#### GIVEN RECORDS ####
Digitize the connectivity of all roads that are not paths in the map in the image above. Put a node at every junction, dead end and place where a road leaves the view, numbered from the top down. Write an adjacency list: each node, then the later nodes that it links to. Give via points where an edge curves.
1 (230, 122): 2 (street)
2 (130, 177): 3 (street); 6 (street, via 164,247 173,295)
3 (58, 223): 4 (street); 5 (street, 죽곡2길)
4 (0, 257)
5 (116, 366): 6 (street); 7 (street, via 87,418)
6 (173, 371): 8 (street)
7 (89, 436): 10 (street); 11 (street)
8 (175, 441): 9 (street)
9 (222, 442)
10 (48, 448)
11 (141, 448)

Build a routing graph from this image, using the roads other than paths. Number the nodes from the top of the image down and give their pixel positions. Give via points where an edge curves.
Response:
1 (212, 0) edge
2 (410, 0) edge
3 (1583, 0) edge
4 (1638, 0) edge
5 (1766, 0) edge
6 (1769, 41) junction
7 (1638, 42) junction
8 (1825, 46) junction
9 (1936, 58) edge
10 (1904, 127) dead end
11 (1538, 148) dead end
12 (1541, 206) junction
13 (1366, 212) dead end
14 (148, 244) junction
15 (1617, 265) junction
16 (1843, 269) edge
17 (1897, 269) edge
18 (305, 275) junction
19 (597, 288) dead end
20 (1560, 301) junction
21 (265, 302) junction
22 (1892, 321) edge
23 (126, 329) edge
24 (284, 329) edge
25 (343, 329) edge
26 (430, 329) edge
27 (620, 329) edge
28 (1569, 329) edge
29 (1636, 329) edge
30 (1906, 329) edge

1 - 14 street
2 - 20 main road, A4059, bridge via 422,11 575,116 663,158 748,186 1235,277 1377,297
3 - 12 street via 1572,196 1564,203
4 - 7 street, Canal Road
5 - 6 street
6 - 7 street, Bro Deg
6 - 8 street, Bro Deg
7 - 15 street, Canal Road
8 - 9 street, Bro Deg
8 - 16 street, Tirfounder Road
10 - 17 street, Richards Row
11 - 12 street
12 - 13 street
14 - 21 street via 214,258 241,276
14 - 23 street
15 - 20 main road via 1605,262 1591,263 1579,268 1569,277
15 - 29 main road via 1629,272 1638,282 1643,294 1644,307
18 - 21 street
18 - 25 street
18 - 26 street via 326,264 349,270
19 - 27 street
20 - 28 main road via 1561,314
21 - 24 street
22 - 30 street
####
Each record above has to be repeated word for word.

* _RESULT BELOW_:
Digitize the connectivity of all roads that are not paths in the map in the image above. Put a node at every junction, dead end and place where a road leaves the view, numbered from the top down. Write an adjacency list: each node, then the later nodes that it links to. Give via points where an edge curves.
1 (230, 122): 2 (street)
2 (130, 177): 3 (street); 6 (street, via 164,247 173,295)
3 (58, 223): 4 (street); 5 (street, 죽곡2길)
4 (0, 257)
5 (116, 366): 6 (street); 7 (street, via 87,418)
6 (173, 371): 8 (street)
7 (89, 436): 10 (street); 11 (street)
8 (175, 441): 9 (street)
9 (222, 442)
10 (48, 448)
11 (141, 448)

Build a routing graph from this image, using the roads other than paths. Number the nodes from the top of the image down and give their pixel positions. Give via points where an edge curves.
Response:
1 (212, 0) edge
2 (410, 0) edge
3 (1583, 0) edge
4 (1638, 0) edge
5 (1766, 0) edge
6 (1769, 41) junction
7 (1638, 42) junction
8 (1825, 46) junction
9 (1936, 58) edge
10 (1904, 127) dead end
11 (1538, 148) dead end
12 (1541, 206) junction
13 (1366, 212) dead end
14 (148, 244) junction
15 (1617, 265) junction
16 (1843, 269) edge
17 (1897, 269) edge
18 (305, 275) junction
19 (597, 288) dead end
20 (1560, 301) junction
21 (265, 302) junction
22 (1892, 321) edge
23 (126, 329) edge
24 (284, 329) edge
25 (343, 329) edge
26 (430, 329) edge
27 (620, 329) edge
28 (1569, 329) edge
29 (1636, 329) edge
30 (1906, 329) edge

1 - 14 street
2 - 20 main road, A4059, bridge via 422,11 575,116 663,158 748,186 1235,277 1377,297
3 - 12 street via 1572,196 1564,203
4 - 7 street, Canal Road
5 - 6 street
6 - 7 street, Bro Deg
6 - 8 street, Bro Deg
7 - 15 street, Canal Road
8 - 9 street, Bro Deg
8 - 16 street, Tirfounder Road
10 - 17 street, Richards Row
11 - 12 street
12 - 13 street
14 - 21 street via 214,258 241,276
14 - 23 street
15 - 20 main road via 1605,262 1591,263 1579,268 1569,277
15 - 29 main road via 1629,272 1638,282 1643,294 1644,307
18 - 21 street
18 - 25 street
18 - 26 street via 326,264 349,270
19 - 27 street
20 - 28 main road via 1561,314
21 - 24 street
22 - 30 street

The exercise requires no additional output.